» **AIM OF THE TASK**
Among the following entries, say how many lines contain the word "points"; the answer is a number and nothing else.

» **DATA UNDER STUDY**

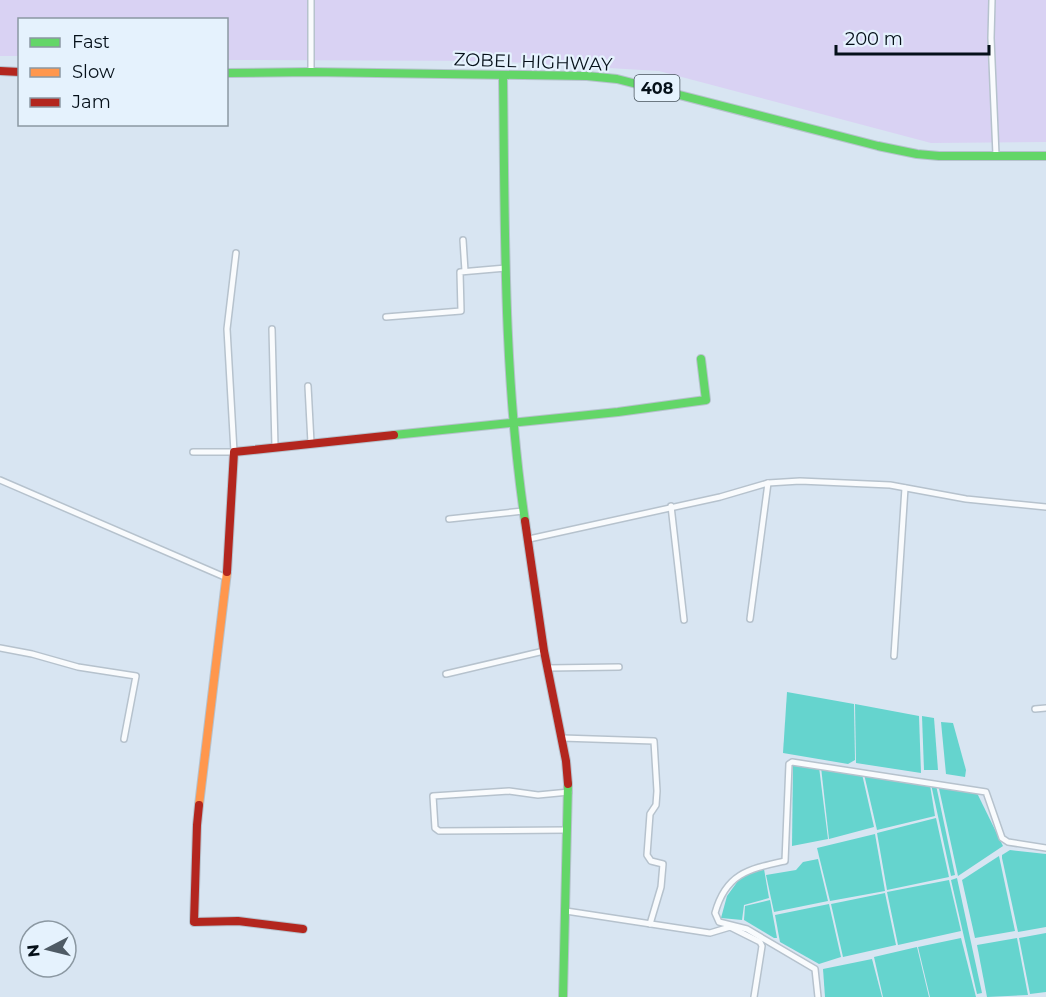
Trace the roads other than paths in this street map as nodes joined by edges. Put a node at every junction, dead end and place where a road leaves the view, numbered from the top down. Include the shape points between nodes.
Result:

==

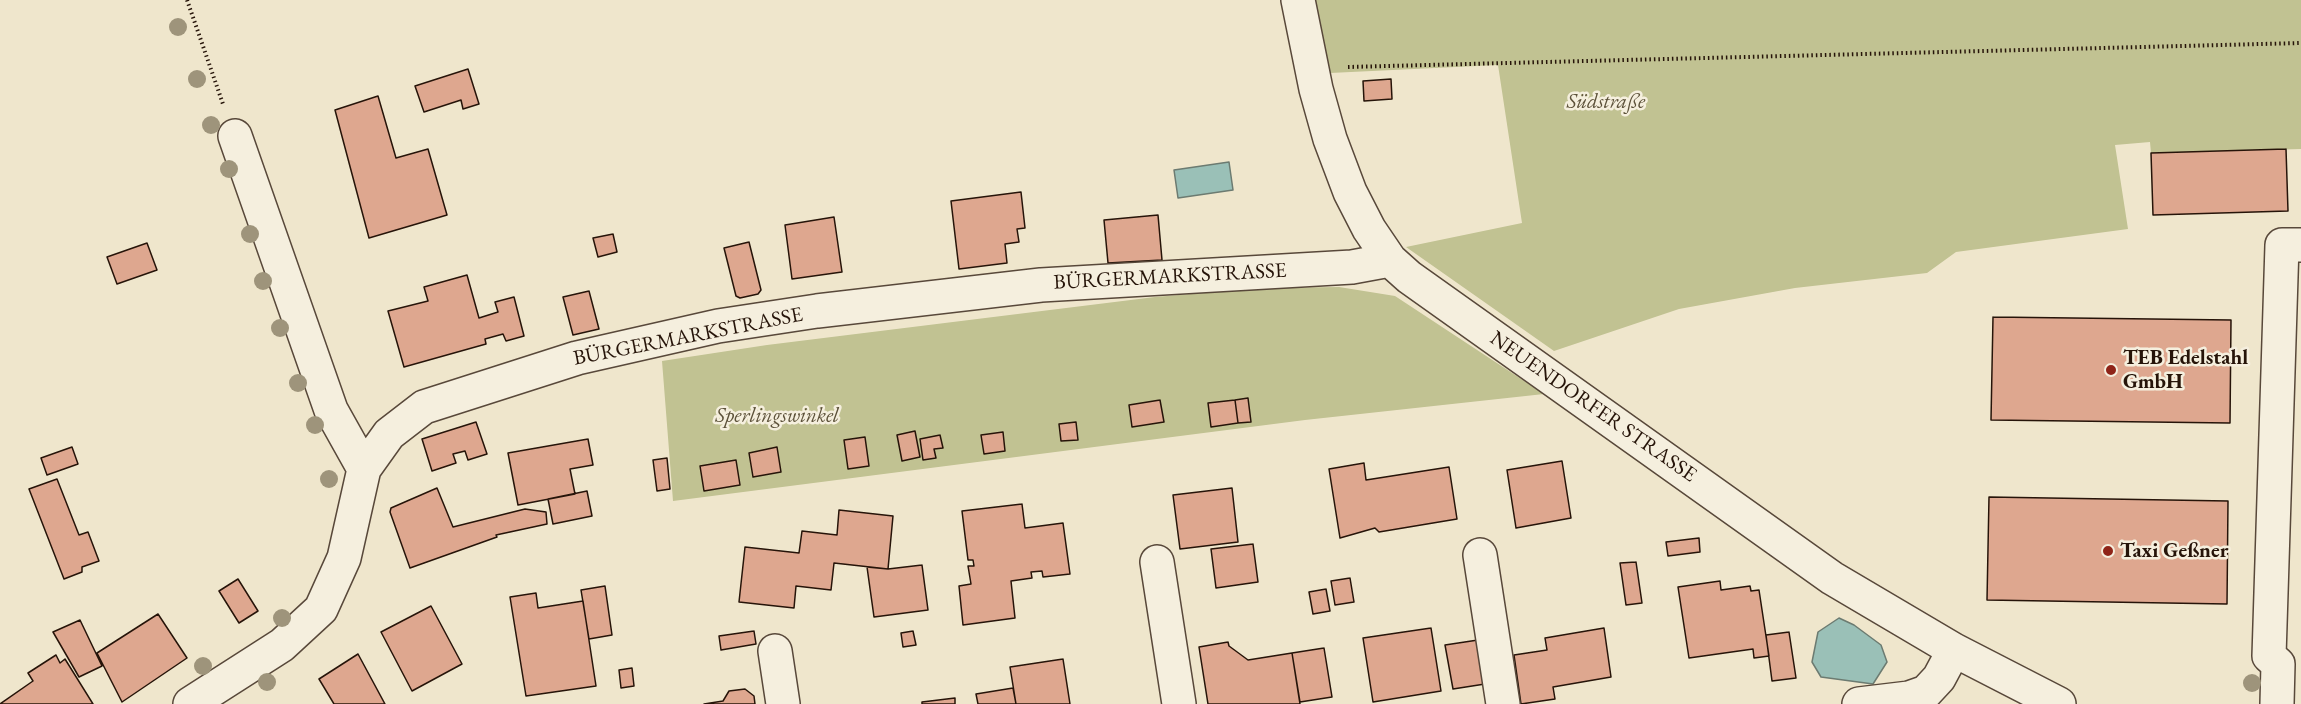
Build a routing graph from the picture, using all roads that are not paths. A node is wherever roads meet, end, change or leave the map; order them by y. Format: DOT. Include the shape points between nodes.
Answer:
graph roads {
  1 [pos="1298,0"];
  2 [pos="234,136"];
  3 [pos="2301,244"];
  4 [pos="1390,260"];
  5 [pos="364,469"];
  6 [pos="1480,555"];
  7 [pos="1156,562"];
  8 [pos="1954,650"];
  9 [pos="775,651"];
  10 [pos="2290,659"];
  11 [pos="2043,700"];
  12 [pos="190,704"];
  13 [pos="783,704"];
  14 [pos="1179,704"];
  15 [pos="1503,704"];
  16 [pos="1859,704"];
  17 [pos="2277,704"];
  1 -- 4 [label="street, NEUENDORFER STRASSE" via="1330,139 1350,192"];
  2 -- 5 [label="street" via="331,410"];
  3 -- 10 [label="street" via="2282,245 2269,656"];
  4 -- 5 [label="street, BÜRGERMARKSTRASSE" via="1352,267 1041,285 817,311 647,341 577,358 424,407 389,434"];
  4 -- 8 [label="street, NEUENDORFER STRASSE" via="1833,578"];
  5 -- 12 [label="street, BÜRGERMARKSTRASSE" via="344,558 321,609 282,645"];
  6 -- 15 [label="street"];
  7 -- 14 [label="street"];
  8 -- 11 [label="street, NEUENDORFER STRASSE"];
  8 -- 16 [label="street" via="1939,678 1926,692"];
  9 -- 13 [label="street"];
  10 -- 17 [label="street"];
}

» **RESPONSE FOR THIS EXERCISE**
2